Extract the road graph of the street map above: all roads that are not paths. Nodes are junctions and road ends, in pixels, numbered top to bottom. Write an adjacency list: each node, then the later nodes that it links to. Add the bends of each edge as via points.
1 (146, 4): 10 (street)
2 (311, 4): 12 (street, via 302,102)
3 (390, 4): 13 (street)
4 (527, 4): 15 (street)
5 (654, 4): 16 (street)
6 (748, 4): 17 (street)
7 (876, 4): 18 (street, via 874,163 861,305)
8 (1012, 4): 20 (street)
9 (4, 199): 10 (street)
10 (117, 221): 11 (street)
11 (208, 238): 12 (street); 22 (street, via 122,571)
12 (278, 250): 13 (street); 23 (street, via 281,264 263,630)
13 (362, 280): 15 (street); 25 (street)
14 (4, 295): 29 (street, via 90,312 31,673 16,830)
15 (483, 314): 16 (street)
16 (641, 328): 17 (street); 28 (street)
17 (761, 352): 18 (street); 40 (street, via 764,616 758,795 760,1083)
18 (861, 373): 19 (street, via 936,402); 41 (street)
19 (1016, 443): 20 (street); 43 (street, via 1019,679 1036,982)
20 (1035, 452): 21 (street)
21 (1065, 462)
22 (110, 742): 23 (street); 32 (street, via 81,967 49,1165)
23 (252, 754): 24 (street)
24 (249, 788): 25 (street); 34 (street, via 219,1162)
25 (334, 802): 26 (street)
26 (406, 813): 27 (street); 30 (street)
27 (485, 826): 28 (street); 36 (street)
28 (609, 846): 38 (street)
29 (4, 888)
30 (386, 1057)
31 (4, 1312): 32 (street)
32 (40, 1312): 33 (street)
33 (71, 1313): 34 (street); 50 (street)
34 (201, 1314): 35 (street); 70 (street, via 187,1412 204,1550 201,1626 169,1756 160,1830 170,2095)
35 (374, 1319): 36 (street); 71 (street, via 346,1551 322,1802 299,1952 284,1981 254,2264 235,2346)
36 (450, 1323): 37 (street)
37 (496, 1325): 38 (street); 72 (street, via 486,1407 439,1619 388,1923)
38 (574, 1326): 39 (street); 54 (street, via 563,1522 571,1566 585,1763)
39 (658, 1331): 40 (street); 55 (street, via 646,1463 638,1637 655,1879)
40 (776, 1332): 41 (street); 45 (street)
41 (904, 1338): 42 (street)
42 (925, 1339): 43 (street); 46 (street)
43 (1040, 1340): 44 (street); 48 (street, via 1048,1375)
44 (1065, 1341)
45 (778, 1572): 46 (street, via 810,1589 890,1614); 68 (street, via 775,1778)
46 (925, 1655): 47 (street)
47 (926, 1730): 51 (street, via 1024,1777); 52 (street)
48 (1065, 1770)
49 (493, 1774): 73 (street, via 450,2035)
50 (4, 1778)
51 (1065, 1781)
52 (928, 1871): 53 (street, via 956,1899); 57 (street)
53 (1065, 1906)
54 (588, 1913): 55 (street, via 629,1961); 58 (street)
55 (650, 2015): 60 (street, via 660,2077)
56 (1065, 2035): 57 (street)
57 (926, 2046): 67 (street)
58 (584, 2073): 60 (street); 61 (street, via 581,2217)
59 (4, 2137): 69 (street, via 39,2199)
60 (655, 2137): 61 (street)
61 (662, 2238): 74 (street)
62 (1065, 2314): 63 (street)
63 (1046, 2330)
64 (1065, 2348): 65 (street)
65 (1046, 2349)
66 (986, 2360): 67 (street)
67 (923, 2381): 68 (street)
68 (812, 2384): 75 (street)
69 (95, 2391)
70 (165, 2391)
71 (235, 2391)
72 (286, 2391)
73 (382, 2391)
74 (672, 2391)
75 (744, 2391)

Aim of the exercise:
Output the listing above in full. Every line must match.

Exercise response:
Extract the road graph of the street map above: all roads that are not paths. Nodes are junctions and road ends, in pixels, numbered top to bottom. Write an adjacency list: each node, then the later nodes that it links to. Add the bends of each edge as via points.
1 (146, 4): 10 (street)
2 (311, 4): 12 (street, via 302,102)
3 (390, 4): 13 (street)
4 (527, 4): 15 (street)
5 (654, 4): 16 (street)
6 (748, 4): 17 (street)
7 (876, 4): 18 (street, via 874,163 861,305)
8 (1012, 4): 20 (street)
9 (4, 199): 10 (street)
10 (117, 221): 11 (street)
11 (208, 238): 12 (street); 22 (street, via 122,571)
12 (278, 250): 13 (street); 23 (street, via 281,264 263,630)
13 (362, 280): 15 (street); 25 (street)
14 (4, 295): 29 (street, via 90,312 31,673 16,830)
15 (483, 314): 16 (street)
16 (641, 328): 17 (street); 28 (street)
17 (761, 352): 18 (street); 40 (street, via 764,616 758,795 760,1083)
18 (861, 373): 19 (street, via 936,402); 41 (street)
19 (1016, 443): 20 (street); 43 (street, via 1019,679 1036,982)
20 (1035, 452): 21 (street)
21 (1065, 462)
22 (110, 742): 23 (street); 32 (street, via 81,967 49,1165)
23 (252, 754): 24 (street)
24 (249, 788): 25 (street); 34 (street, via 219,1162)
25 (334, 802): 26 (street)
26 (406, 813): 27 (street); 30 (street)
27 (485, 826): 28 (street); 36 (street)
28 (609, 846): 38 (street)
29 (4, 888)
30 (386, 1057)
31 (4, 1312): 32 (street)
32 (40, 1312): 33 (street)
33 (71, 1313): 34 (street); 50 (street)
34 (201, 1314): 35 (street); 70 (street, via 187,1412 204,1550 201,1626 169,1756 160,1830 170,2095)
35 (374, 1319): 36 (street); 71 (street, via 346,1551 322,1802 299,1952 284,1981 254,2264 235,2346)
36 (450, 1323): 37 (street)
37 (496, 1325): 38 (street); 72 (street, via 486,1407 439,1619 388,1923)
38 (574, 1326): 39 (street); 54 (street, via 563,1522 571,1566 585,1763)
39 (658, 1331): 40 (street); 55 (street, via 646,1463 638,1637 655,1879)
40 (776, 1332): 41 (street); 45 (street)
41 (904, 1338): 42 (street)
42 (925, 1339): 43 (street); 46 (street)
43 (1040, 1340): 44 (street); 48 (street, via 1048,1375)
44 (1065, 1341)
45 (778, 1572): 46 (street, via 810,1589 890,1614); 68 (street, via 775,1778)
46 (925, 1655): 47 (street)
47 (926, 1730): 51 (street, via 1024,1777); 52 (street)
48 (1065, 1770)
49 (493, 1774): 73 (street, via 450,2035)
50 (4, 1778)
51 (1065, 1781)
52 (928, 1871): 53 (street, via 956,1899); 57 (street)
53 (1065, 1906)
54 (588, 1913): 55 (street, via 629,1961); 58 (street)
55 (650, 2015): 60 (street, via 660,2077)
56 (1065, 2035): 57 (street)
57 (926, 2046): 67 (street)
58 (584, 2073): 60 (street); 61 (street, via 581,2217)
59 (4, 2137): 69 (street, via 39,2199)
60 (655, 2137): 61 (street)
61 (662, 2238): 74 (street)
62 (1065, 2314): 63 (street)
63 (1046, 2330)
64 (1065, 2348): 65 (street)
65 (1046, 2349)
66 (986, 2360): 67 (street)
67 (923, 2381): 68 (street)
68 (812, 2384): 75 (street)
69 (95, 2391)
70 (165, 2391)
71 (235, 2391)
72 (286, 2391)
73 (382, 2391)
74 (672, 2391)
75 (744, 2391)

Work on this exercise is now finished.